# Optimizing Neural Networks

To remind, necessary ingredients to train NN:
    * model
    * objective
    * optimizer
    
Today we will try to understand basics of optimization of neural networks, giving context for the last two lectures. Goal is to:
* Understand basics of generalization, and the difference between optimization and generalization (more on that in "Understanding generalization" lab)
* Understand impact of hyperparameters in SGD on:

  - generalization (lr, batch size)
  - speed of optimization (lr, momentum, batch size) 

References:
* Deep Learning book chapter on optimization: http://www.deeplearningbook.org/contents/optimization.html

# Setup

In [25]:
# Boilerplate code to get started

%load_ext autoreload
%autoreload 
%matplotlib inline

import json
import matplotlib as mpl
from src.fmnist_utils import build_mlp, train

def plot(H):
    plt.title(max(H['test_acc']))
    plt.plot(H['acc'], label="acc")
    plt.plot(H['test_acc'], label="test_acc")
    plt.legend()

mpl.rcParams['lines.linewidth'] = 2
mpl.rcParams['figure.figsize'] = (7, 7)
mpl.rcParams['axes.titlesize'] = 12
mpl.rcParams['axes.labelsize'] = 12

(x_train, y_train), (x_test, y_test) = fmnist_utils.get_data()

The autoreload extension is already loaded. To reload it, use:
  %reload_ext autoreload


# Exercise 1: optimization speed

Assuming fixed number of *epochs*, it is usually better to use either smaller batch size, or larger learning rate. Theoretical reason for it is not completely clear, so let's focus in this exercise on empirical investigation.

Assume you are allowed the given network for 10 epochs. Answer the following questions:

* a) What was the optimal $\eta$ (assuming $S$=128 and $\mu$=0.9) for the final training accuracy?
* b) Did it also provide the best test accuracy? If yes, why (hint: consider if model is under or over-fitting)?
* c) What is the optimal $S$ (assuming $\eta$=0.1 and $\mu$=0.9) for the final training accuracy?
* d) Why is higher learning rate, or smaller batch size, optimizing faster? Give your best explanation (it can be hypothetical, there is no obvious theoretical answer)?

In [23]:
# Some starting code. Loop through different LR and BS and find optimal ones.
model = build_mlp(784, 10, hidden_dim=512)
loss = torch.nn.CrossEntropyLoss(size_average=True)
optimizer = optim.SGD(model.parameters(), lr=0.2, momentum=0.9)
H = train(loss=loss, model=model, x_train=x_train, y_train=y_train,
          x_test=x_test, y_test=y_test,
          optim=optimizer, batch_size=128, n_epochs=10)

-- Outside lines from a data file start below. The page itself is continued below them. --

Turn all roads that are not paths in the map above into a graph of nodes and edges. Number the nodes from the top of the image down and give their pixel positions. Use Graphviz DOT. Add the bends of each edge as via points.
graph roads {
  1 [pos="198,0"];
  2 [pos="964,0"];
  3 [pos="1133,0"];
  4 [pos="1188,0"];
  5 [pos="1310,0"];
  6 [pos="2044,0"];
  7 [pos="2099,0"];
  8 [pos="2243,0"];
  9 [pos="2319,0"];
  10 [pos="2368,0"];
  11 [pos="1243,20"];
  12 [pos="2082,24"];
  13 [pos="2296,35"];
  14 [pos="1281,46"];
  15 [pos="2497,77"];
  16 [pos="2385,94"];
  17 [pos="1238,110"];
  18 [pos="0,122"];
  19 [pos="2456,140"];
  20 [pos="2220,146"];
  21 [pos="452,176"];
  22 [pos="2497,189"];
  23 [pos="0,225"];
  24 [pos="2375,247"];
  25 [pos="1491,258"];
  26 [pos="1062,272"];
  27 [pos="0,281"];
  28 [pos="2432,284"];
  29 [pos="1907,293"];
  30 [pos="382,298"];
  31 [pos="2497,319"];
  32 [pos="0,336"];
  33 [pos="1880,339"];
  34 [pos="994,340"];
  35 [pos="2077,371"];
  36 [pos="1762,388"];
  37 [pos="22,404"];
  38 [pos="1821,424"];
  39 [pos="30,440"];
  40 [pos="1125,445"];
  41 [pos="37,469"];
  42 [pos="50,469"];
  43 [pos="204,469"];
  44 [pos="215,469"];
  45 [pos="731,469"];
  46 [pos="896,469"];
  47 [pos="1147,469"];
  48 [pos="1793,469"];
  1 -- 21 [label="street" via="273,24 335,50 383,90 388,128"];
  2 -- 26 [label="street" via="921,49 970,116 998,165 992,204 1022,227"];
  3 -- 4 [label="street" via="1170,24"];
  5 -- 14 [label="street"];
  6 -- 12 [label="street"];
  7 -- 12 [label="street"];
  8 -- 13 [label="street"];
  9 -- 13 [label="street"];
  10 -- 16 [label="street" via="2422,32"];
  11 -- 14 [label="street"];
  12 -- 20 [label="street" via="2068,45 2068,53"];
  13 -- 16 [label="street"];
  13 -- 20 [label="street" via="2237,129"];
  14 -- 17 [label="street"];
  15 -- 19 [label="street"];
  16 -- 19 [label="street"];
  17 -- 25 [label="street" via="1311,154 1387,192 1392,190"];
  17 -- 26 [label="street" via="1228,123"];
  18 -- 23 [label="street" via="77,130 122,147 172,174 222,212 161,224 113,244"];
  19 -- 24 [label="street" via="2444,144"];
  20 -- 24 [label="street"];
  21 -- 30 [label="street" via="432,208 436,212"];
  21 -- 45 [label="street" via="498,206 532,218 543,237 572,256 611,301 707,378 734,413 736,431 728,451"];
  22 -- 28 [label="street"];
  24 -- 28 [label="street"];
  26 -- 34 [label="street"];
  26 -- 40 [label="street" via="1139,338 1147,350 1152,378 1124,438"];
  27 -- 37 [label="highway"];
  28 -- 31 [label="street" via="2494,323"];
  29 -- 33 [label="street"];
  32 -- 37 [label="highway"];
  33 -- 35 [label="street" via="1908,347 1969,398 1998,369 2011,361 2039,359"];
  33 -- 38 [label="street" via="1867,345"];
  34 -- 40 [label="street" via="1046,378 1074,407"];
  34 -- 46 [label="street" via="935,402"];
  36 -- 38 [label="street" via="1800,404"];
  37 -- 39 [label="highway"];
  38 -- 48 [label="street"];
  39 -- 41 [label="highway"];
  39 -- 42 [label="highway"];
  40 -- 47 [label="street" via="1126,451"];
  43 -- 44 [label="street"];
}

100%|██████████| 10/10 [00:00<00:00, 13.84it/s]


In [24]:
answers = {"a": "", "b": "", "c": "", "d": ""}
json.dump(answers, open("7b_ex1.json", "w"))

# Exercise 2: generalization

Story with generalization is also unclear, but it is generally accepted that higher noise levels in SGD lead to better generalization. Think of noise in optimization (leading to low fidelity, as seen in lab 7a, for instance) as a close analog of typical regularizations (like dropout or batch normalization).